Exercise inputs Start Marker

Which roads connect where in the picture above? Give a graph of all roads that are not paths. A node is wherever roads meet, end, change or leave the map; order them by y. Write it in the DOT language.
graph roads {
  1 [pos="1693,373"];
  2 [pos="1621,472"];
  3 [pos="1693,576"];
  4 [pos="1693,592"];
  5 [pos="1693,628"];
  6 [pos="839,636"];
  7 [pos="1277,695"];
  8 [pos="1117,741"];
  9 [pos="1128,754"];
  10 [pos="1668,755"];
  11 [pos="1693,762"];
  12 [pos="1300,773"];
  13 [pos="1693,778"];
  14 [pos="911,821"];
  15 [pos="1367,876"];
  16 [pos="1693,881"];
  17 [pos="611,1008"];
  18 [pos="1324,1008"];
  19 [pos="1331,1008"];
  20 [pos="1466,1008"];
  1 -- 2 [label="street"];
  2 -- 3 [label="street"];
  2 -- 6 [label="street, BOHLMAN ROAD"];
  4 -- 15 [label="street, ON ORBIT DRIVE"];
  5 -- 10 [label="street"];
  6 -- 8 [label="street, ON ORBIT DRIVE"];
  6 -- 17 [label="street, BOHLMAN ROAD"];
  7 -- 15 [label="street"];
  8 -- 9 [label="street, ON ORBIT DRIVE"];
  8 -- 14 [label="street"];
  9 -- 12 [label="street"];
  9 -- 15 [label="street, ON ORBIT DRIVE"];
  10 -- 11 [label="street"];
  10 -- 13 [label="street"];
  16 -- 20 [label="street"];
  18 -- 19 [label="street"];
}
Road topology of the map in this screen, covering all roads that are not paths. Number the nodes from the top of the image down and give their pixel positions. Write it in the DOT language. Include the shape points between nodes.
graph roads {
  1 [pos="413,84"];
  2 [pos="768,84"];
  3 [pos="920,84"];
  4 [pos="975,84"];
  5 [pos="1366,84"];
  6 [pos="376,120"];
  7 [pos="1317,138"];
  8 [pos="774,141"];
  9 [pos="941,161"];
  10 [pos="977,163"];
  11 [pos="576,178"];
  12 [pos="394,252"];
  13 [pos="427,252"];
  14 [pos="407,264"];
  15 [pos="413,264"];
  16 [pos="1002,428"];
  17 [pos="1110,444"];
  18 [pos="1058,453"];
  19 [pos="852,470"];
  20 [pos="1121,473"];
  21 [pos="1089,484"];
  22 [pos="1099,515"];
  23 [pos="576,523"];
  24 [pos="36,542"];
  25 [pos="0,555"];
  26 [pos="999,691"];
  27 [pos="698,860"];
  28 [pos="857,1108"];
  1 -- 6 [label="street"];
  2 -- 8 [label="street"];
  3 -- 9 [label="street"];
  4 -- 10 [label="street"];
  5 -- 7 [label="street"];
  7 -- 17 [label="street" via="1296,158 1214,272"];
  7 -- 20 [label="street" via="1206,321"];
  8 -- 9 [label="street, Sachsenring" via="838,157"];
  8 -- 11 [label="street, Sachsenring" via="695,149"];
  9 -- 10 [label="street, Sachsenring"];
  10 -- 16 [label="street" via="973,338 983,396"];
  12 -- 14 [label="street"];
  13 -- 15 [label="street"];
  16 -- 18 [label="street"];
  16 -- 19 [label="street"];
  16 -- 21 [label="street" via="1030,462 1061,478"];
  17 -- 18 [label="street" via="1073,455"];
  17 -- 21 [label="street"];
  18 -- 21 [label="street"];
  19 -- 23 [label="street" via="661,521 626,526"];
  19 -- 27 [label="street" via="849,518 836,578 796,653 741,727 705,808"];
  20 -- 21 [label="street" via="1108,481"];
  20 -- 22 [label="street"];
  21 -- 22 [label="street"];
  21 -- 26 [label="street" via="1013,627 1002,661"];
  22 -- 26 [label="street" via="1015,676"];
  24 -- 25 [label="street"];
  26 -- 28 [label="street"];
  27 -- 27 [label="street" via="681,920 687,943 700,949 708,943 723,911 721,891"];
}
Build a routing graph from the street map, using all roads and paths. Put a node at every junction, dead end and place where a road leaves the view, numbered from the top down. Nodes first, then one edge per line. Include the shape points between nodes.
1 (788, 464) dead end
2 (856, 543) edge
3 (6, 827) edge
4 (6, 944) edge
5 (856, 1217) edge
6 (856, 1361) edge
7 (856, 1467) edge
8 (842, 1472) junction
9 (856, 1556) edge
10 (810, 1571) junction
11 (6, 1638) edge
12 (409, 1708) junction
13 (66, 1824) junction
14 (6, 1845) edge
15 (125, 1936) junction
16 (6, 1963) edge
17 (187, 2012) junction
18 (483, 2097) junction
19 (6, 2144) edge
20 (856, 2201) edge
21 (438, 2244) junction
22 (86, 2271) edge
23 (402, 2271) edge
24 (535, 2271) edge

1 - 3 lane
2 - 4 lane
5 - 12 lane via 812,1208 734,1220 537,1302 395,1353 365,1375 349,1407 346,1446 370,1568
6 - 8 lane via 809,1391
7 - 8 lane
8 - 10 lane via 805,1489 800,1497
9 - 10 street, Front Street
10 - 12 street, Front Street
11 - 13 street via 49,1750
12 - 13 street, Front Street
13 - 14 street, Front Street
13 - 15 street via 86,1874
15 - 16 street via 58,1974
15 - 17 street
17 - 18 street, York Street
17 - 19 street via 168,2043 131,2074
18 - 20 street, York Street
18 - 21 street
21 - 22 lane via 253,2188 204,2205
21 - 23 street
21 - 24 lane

Exercise inputs End Marker

Requirement: Please copy out each line of the data in which the word "lane" occurs.

Expected answer:
1 - 3 lane
2 - 4 lane
5 - 12 lane via 812,1208 734,1220 537,1302 395,1353 365,1375 349,1407 346,1446 370,1568
6 - 8 lane via 809,1391
7 - 8 lane
8 - 10 lane via 805,1489 800,1497
21 - 22 lane via 253,2188 204,2205
21 - 24 lane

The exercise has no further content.